Measurements of respiration and ethylene production: Fruit of three different maturity stages at harvest were used. There were two fruit for each maturity stage. Individual fruit were placed in an 18-1 PVC respiration chamber at a constant temperature laboratory at 22°C and flushed continuously with humidified ethylene-free air (40 l/hr). A 1-ml gas sample was taken daily with a hypodermic syringe from the outflow of the chamber for the determination of CO2 evolution and ethylene production. CO2 was measured by a Shimadzu 9-A chromatograph equipped with a thermal conductivity detector and a Porapack R column. Ethylene was measured by a Shimadzy 9-A gas chromatograph equipped with a flame ionization detector and an activated alumina column. Results obtained were from 2 replicate fruit.

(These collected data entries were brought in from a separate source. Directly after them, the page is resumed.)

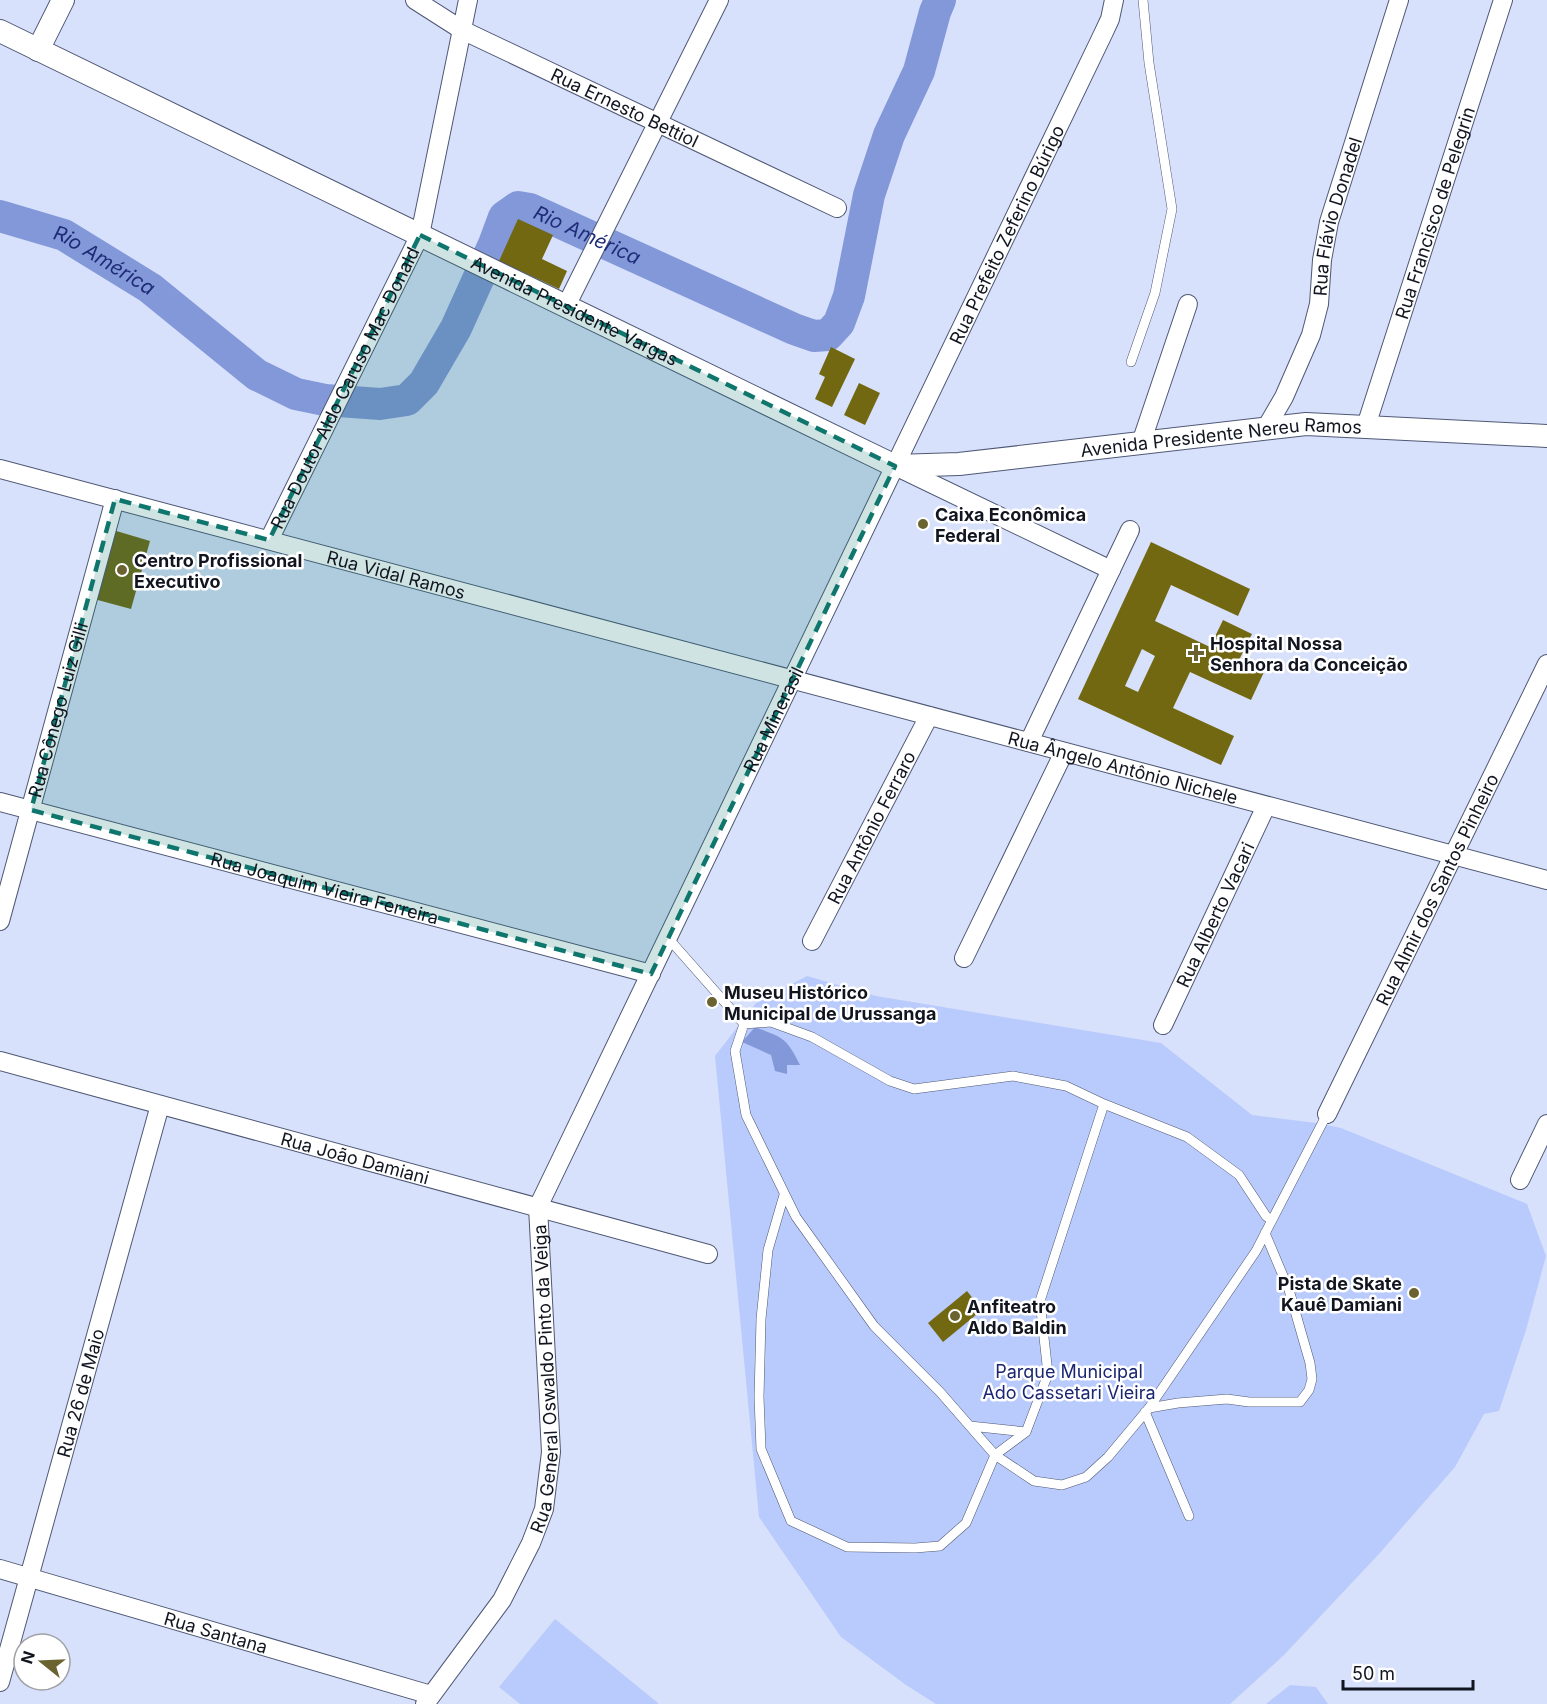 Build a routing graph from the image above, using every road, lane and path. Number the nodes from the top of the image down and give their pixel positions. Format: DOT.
graph roads {
  1 [pos="63,0"];
  2 [pos="415,0"];
  3 [pos="468,0"];
  4 [pos="719,0"];
  5 [pos="1114,0"];
  6 [pos="1143,0"];
  7 [pos="1399,0"];
  8 [pos="1503,0"];
  9 [pos="462,30"];
  10 [pos="0,31"];
  11 [pos="39,50"];
  12 [pos="657,123"];
  13 [pos="837,208"];
  14 [pos="420,235"];
  15 [pos="1188,304"];
  16 [pos="566,306"];
  17 [pos="1131,362"];
  18 [pos="1366,426"];
  19 [pos="1266,428"];
  20 [pos="1547,436"];
  21 [pos="1141,443"];
  22 [pos="896,466"];
  23 [pos="0,469"];
  24 [pos="115,499"];
  25 [pos="1130,530"];
  26 [pos="269,540"];
  27 [pos="1111,570"];
  28 [pos="1547,664"];
  29 [pos="792,679"];
  30 [pos="929,716"];
  31 [pos="1029,742"];
  32 [pos="1064,752"];
  33 [pos="0,802"];
  34 [pos="1266,806"];
  35 [pos="31,810"];
  36 [pos="1454,855"];
  37 [pos="1547,880"];
  38 [pos="0,921"];
  39 [pos="668,939"];
  40 [pos="812,940"];
  41 [pos="964,958"];
  42 [pos="651,974"];
  43 [pos="744,1024"];
  44 [pos="1164,1025"];
  45 [pos="0,1061"];
  46 [pos="1104,1104"];
  47 [pos="160,1105"];
  48 [pos="1327,1114"];
  49 [pos="1547,1124"];
  50 [pos="1520,1180"];
  51 [pos="784,1195"];
  52 [pos="538,1207"];
  53 [pos="1272,1221"];
  54 [pos="1265,1233"];
  55 [pos="708,1254"];
  56 [pos="1147,1410"];
  57 [pos="970,1426"];
  58 [pos="1026,1432"];
  59 [pos="995,1455"];
  60 [pos="1189,1516"];
  61 [pos="0,1569"];
  62 [pos="29,1577"];
  63 [pos="0,1682"];
  64 [pos="428,1699"];
  1 -- 11 [label="street"];
  2 -- 9 [label="street, Rua Ernesto Bettiol"];
  3 -- 9 [label="street, Rua Doutor Aldo Caruso Mac Donald"];
  4 -- 12 [label="street"];
  5 -- 22 [label="street, Rua Prefeito Zeferino Búrigo"];
  6 -- 17 [label="lane"];
  7 -- 19 [label="street, Rua Flávio Donadel"];
  8 -- 18 [label="street, Rua Francisco de Pelegrin"];
  9 -- 12 [label="street, Rua Ernesto Bettiol"];
  9 -- 14 [label="street, Rua Doutor Aldo Caruso Mac Donald"];
  10 -- 11 [label="street, Avenida Presidente Vargas"];
  11 -- 14 [label="street, Avenida Presidente Vargas"];
  12 -- 13 [label="street, Rua Ernesto Bettiol"];
  12 -- 16 [label="street"];
  14 -- 16 [label="street, Avenida Presidente Vargas"];
  14 -- 26 [label="street, Rua Doutor Aldo Caruso Mac Donald"];
  15 -- 21 [label="street"];
  16 -- 22 [label="street, Avenida Presidente Vargas"];
  18 -- 19 [label="street, Avenida Presidente Nereu Ramos"];
  18 -- 20 [label="street, Avenida Presidente Nereu Ramos"];
  19 -- 21 [label="street, Avenida Presidente Nereu Ramos"];
  21 -- 22 [label="street, Avenida Presidente Nereu Ramos"];
  22 -- 27 [label="street, Avenida Presidente Vargas"];
  22 -- 29 [label="street, Rua Minerasil"];
  23 -- 24 [label="street, Rua Vidal Ramos"];
  24 -- 26 [label="street, Rua Vidal Ramos"];
  24 -- 35 [label="street, Rua Cônego Luiz Gilli"];
  25 -- 27 [label="street"];
  26 -- 29 [label="street, Rua Vidal Ramos"];
  27 -- 31 [label="street"];
  28 -- 36 [label="street, Rua Almir dos Santos Pinheiro"];
  29 -- 30 [label="street, Rua Ângelo Antônio Nichele"];
  29 -- 39 [label="street, Rua Minerasil"];
  30 -- 31 [label="street, Rua Ângelo Antônio Nichele"];
  30 -- 40 [label="street, Rua Antônio Ferraro"];
  31 -- 32 [label="street, Rua Ângelo Antônio Nichele"];
  32 -- 34 [label="street, Rua Ângelo Antônio Nichele"];
  32 -- 41 [label="street"];
  33 -- 35 [label="street, Rua Joaquim Vieira Ferreira"];
  34 -- 36 [label="street, Rua Ângelo Antônio Nichele"];
  34 -- 44 [label="street, Rua Alberto Vacari"];
  35 -- 38 [label="street, Rua Cônego Luiz Gilli"];
  35 -- 42 [label="street, Rua Joaquim Vieira Ferreira"];
  36 -- 37 [label="street, Rua Ângelo Antônio Nichele"];
  36 -- 48 [label="street, Rua Almir dos Santos Pinheiro"];
  39 -- 42 [label="street, Rua Minerasil"];
  39 -- 43 [label="lane"];
  42 -- 52 [label="street, Rua General Oswaldo Pinto da Veiga"];
  43 -- 46 [label="lane"];
  43 -- 51 [label="lane"];
  45 -- 47 [label="street, Rua João Damiani"];
  46 -- 53 [label="lane"];
  46 -- 58 [label="lane"];
  47 -- 52 [label="street, Rua João Damiani"];
  47 -- 62 [label="street, Rua 26 de Maio"];
  48 -- 53 [label="lane"];
  49 -- 50 [label="street"];
  51 -- 57 [label="lane"];
  51 -- 59 [label="lane"];
  52 -- 55 [label="street, Rua João Damiani"];
  52 -- 64 [label="street, Rua General Oswaldo Pinto da Veiga"];
  53 -- 54 [label="lane"];
  54 -- 56 [label="lane"];
  54 -- 56 [label="lane"];
  56 -- 59 [label="lane"];
  56 -- 60 [label="lane"];
  57 -- 58 [label="lane"];
  57 -- 59 [label="lane"];
  58 -- 59 [label="lane"];
  61 -- 62 [label="street, Rua Santana"];
  62 -- 63 [label="street, Rua 26 de Maio"];
  62 -- 64 [label="street, Rua Santana"];
} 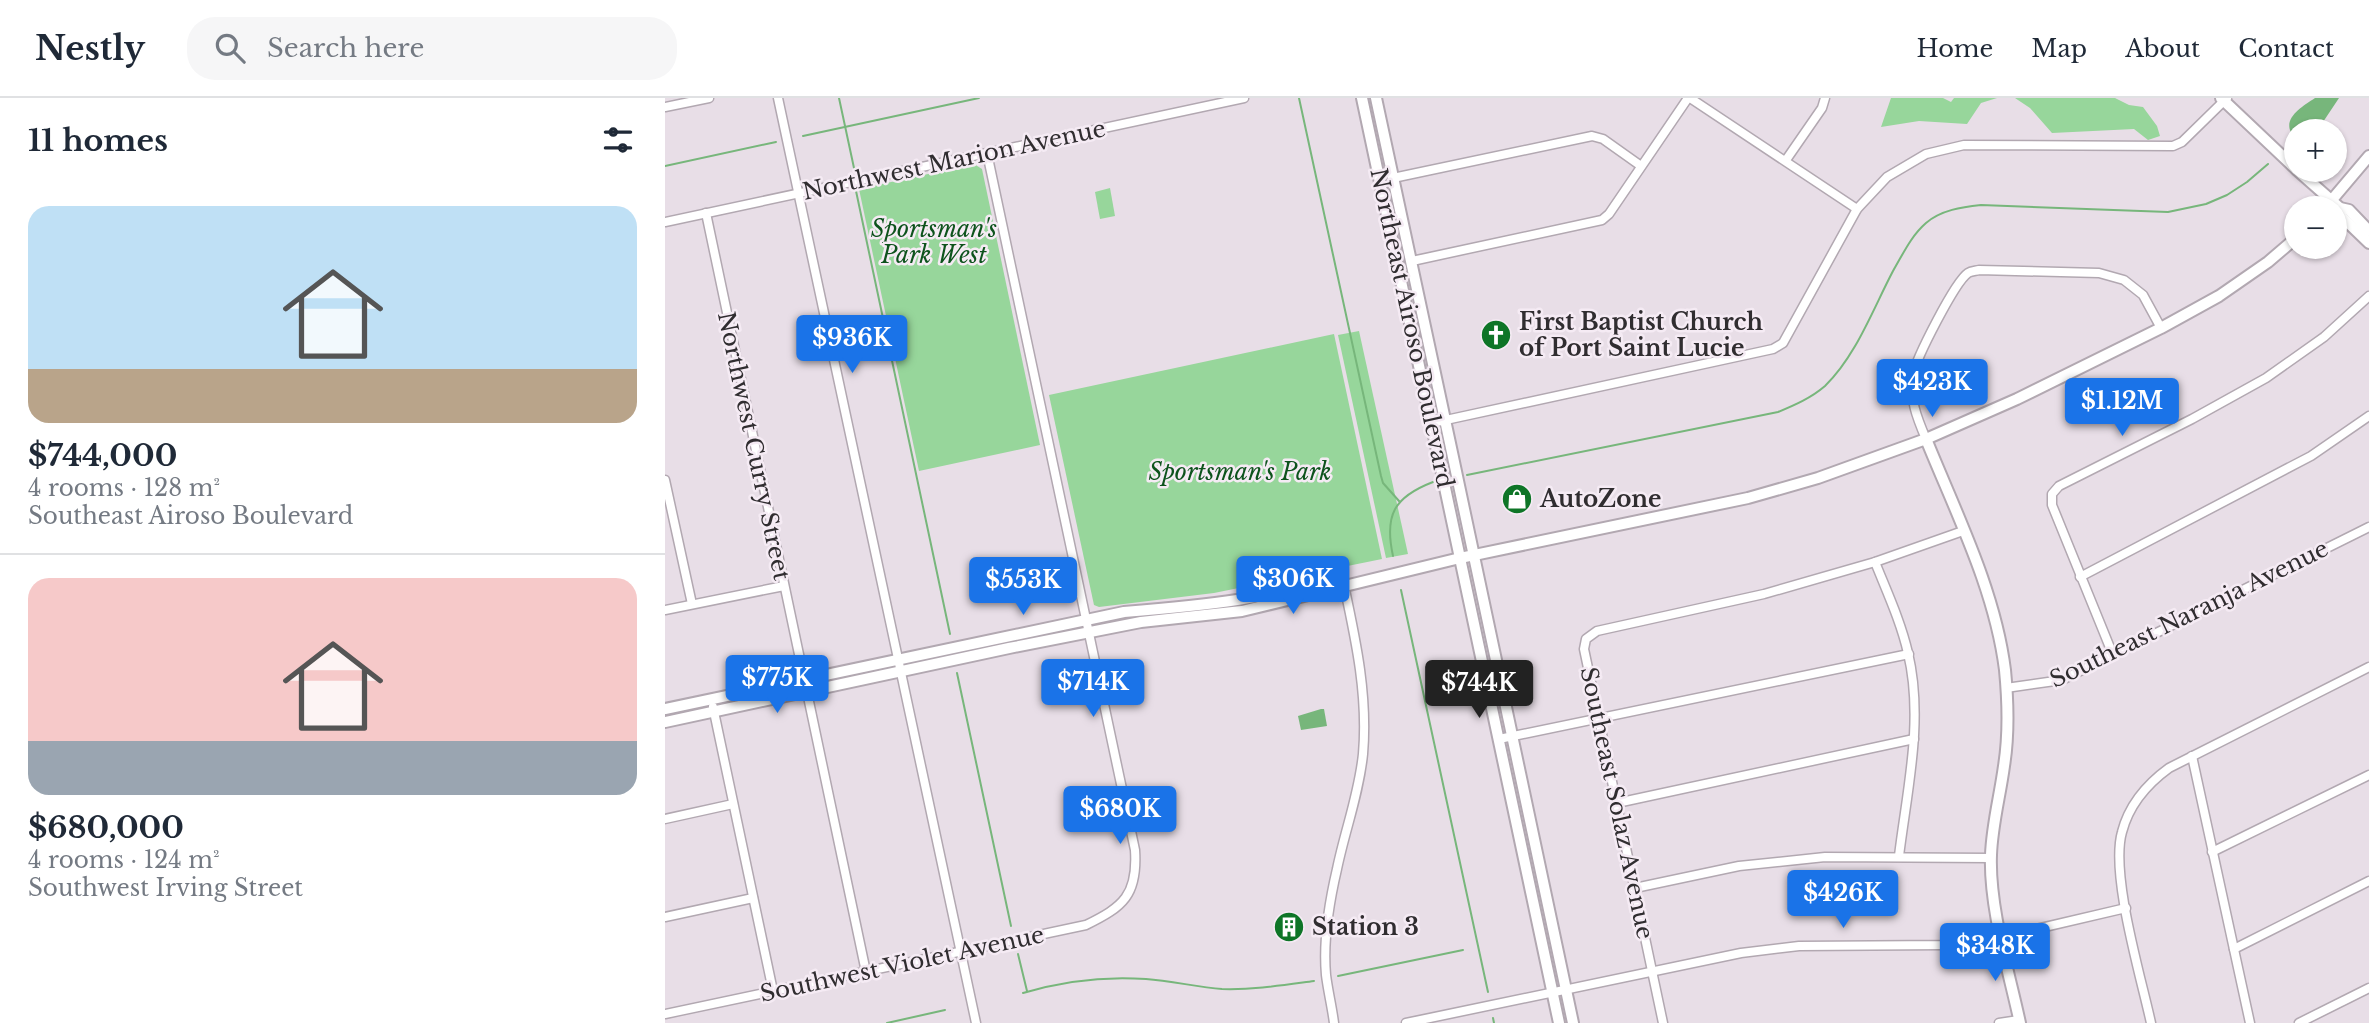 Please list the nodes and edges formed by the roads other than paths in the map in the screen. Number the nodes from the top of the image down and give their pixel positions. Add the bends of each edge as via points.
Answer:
1 (709, 98) edge
2 (778, 98) edge
3 (1244, 98) edge
4 (1362, 98) edge
5 (1376, 98) edge
6 (1689, 98) edge
7 (1825, 98) edge
8 (2224, 99) edge
9 (681, 101) edge
10 (665, 107) edge
11 (988, 153) junction
12 (2369, 156) edge
13 (2284, 157) edge
14 (1786, 160) junction
15 (1641, 166) junction
16 (1393, 178) junction
17 (2309, 182) edge
18 (798, 194) junction
19 (2323, 196) edge
20 (2339, 196) edge
21 (1857, 209) junction
22 (2347, 210) edge
23 (706, 213) junction
24 (665, 222) edge
25 (2347, 222) edge
26 (2369, 231) edge
27 (2369, 243) edge
28 (2284, 248) edge
29 (1412, 261) junction
30 (2369, 296) edge
31 (2161, 328) junction
32 (2369, 416) edge
33 (1445, 420) junction
34 (1432, 423) junction
35 (1926, 439) junction
36 (665, 480) edge
37 (2369, 527) edge
38 (1963, 531) junction
39 (1472, 555) junction
40 (1460, 558) junction
41 (1875, 562) junction
42 (2080, 577) junction
43 (783, 586) junction
44 (1338, 586) junction
45 (692, 604) junction
46 (665, 610) edge
47 (1087, 619) junction
48 (1090, 632) junction
49 (1909, 654) junction
50 (2113, 656) junction
51 (898, 659) junction
52 (2369, 667) edge
53 (901, 672) junction
54 (804, 678) junction
55 (2006, 688) junction
56 (807, 692) junction
57 (712, 698) junction
58 (665, 709) edge
59 (714, 712) junction
60 (1599, 717) junction
61 (665, 722) edge
62 (1512, 737) junction
63 (1499, 739) junction
64 (1914, 739) junction
65 (2192, 756) junction
66 (2369, 775) edge
67 (1617, 803) junction
68 (733, 804) junction
69 (665, 819) edge
70 (2212, 852) junction
71 (1899, 856) junction
72 (1991, 858) junction
73 (1540, 865) junction
74 (1526, 868) junction
75 (2369, 881) edge
76 (1635, 888) junction
77 (753, 898) junction
78 (2126, 908) junction
79 (665, 917) edge
80 (2002, 937) junction
81 (2234, 949) junction
82 (961, 953) junction
83 (1652, 970) junction
84 (866, 972) junction
85 (2369, 988) edge
86 (1566, 990) junction
87 (773, 991) junction
88 (1552, 993) junction
89 (665, 1014) edge
90 (2020, 1021) edge
91 (976, 1023) edge
92 (1334, 1023) edge
93 (1406, 1023) edge
94 (1559, 1023) edge
95 (1573, 1023) edge
96 (1663, 1023) edge
97 (1999, 1023) edge
98 (2151, 1023) edge
99 (2249, 1023) edge
100 (2299, 1023) edge

1 - 9 street
2 - 18 street
3 - 11 street, Northwest Marion Avenue
4 - 34 main road, Northeast Airoso Boulevard
5 - 16 main road, Northeast Airoso Boulevard
6 - 14 street
6 - 15 street
7 - 14 street
8 - 13 main road
8 - 21 street via 2173,146 1964,145 1926,154 1887,177
9 - 10 street
11 - 18 street, Northwest Marion Avenue
11 - 47 street
12 - 20 main road
14 - 21 street
15 - 16 street via 1592,136
15 - 29 street via 1609,214 1597,223
16 - 29 main road, Northeast Airoso Boulevard
17 - 19 main road
18 - 23 street, Northwest Marion Avenue
18 - 51 street
21 - 33 street via 1783,343 1773,349
22 - 26 main road
23 - 24 street, Northwest Marion Avenue
23 - 43 street, Northwest Curry Street
25 - 27 main road
28 - 31 main road via 2219,296
29 - 33 main road, Northeast Airoso Boulevard
30 - 42 street via 2324,337 2266,377 2059,486 2052,505
31 - 35 main road
31 - 35 street via 2143,295 2124,279 2099,273 1968,273 1918,357 1913,375 1915,413
32 - 42 street via 2311,456
33 - 34 street
33 - 39 main road, Northeast Airoso Boulevard
34 - 40 main road, Northeast Airoso Boulevard
35 - 38 main road
35 - 39 main road via 1748,498
36 - 45 street
37 - 50 street, Southeast Naranja Avenue
38 - 41 street, Southeast Solaz Avenue
38 - 55 main road via 1999,637
39 - 40 main road
39 - 62 main road, Northeast Airoso Boulevard
40 - 44 main road
40 - 63 main road, Northeast Airoso Boulevard
41 - 49 street
41 - 60 street, Southeast Solaz Avenue via 1764,594 1597,631 1585,639 1584,649
42 - 50 street
43 - 45 street
43 - 54 street, Northwest Curry Street
44 - 47 main road
44 - 48 main road via 1232,613
44 - 92 street via 1358,655 1364,711 1357,798 1328,920 1326,977
45 - 46 street
47 - 48 street
47 - 51 main road
48 - 53 main road
48 - 82 street, Southwest Violet Avenue via 1135,850 1136,875 1129,894 1115,911 1086,925
49 - 60 street
49 - 64 street via 1915,695
50 - 55 street, Southeast Naranja Avenue via 2062,680
51 - 53 street
51 - 54 main road
52 - 65 street
53 - 56 main road
53 - 82 street
54 - 57 main road
55 - 72 main road via 2005,764
56 - 59 main road
56 - 84 street
57 - 58 main road
57 - 59 street
59 - 61 main road
59 - 68 street
60 - 62 street
60 - 67 street, Southeast Solaz Avenue
62 - 63 street
62 - 73 main road, Northeast Airoso Boulevard
63 - 74 main road, Northeast Airoso Boulevard
64 - 67 street
64 - 71 street
65 - 70 street
65 - 78 street via 2154,779 2135,802 2122,832 2119,864
66 - 70 street
67 - 76 street, Southeast Solaz Avenue
68 - 69 street
68 - 77 street
70 - 81 street
71 - 72 street
71 - 76 street via 1825,857 1739,866
72 - 80 main road
73 - 74 main road
73 - 86 main road, Northeast Airoso Boulevard
74 - 88 main road, Northeast Airoso Boulevard
75 - 81 street
76 - 83 street, Southeast Solaz Avenue
77 - 79 street
77 - 87 street
78 - 80 street
78 - 98 street
80 - 83 street via 1946,945 1800,946
80 - 90 main road
81 - 99 street
82 - 84 street, Southwest Violet Avenue
82 - 91 street
83 - 86 street
83 - 96 street, Southeast Solaz Avenue
84 - 87 street, Southwest Violet Avenue
85 - 100 street
86 - 88 street
86 - 95 main road, Northeast Airoso Boulevard
87 - 89 street, Southwest Violet Avenue
88 - 93 street
88 - 94 main road, Northeast Airoso Boulevard
90 - 97 street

Internal gases sampling method: Fruit harvested at three different maturity stages were used. Daily monitoring of internal gases was made on the same fruit to avoid the variability existing between different fruit. There were two fruit for each maturity stage. Two sampling ports were made previously on the equatorial region of each fruit. This was done by the removal of a piece of rind 1.5 to 2 cm thick with a sterile 0.6 mm cork borer. Care was taken not to injure the aril. The hole was plugged with a short plastic tube of the same diameter sealed to the rind with synthetic rubber-cement. The outside end of the plastic tube was tightly plugged with a septum. Fruit were placed uncovered in the laboratory at 22°C. Gas sample was withdrawn through the septum by a 1-ml hypodermic syringe. CO2 and ethylene was determined by gas chromatography as mentioned previously.

RESULTS AND DISCUSSION
Fig.1 shows respiratory patterns and ethylene production of three groups of durians representing different stages of maturity at harvest. Rate of respiration at the pre-climacteric stage was higher for fruit harvested at a higher maturity stage. The respiratory climacteric peak was higher also for fruit harvested at a higher maturity stage. Days from harvest to respiratory climacteric peak were 9 to 10 days for fruit of 75% maturity. This was reduced to 6 and 3 days as fruit maturity at harvest advanced to 85 and 95% respectively. Distinct durian aroma which indicated the fruit was eating-ripe developed one day prior to the respiratory peaks. Ethylene production was higher for fruit of higher maturity stages. Ethylene production increased in parallel to CO2 evolution. Ethylene peak, accompanied by fruit senescence, occurred one day behind the respiratory peak. All fruits in 85 and 95% maturity groups were over-ripe by the end of the experiment. Fruit of 75% maturity were either of inferior eating quality or showed abnormal ripening.

Fig.2 indicates the levels of internal CO2 and ethylene of a representative fruit which had been harvested at different maturity stages.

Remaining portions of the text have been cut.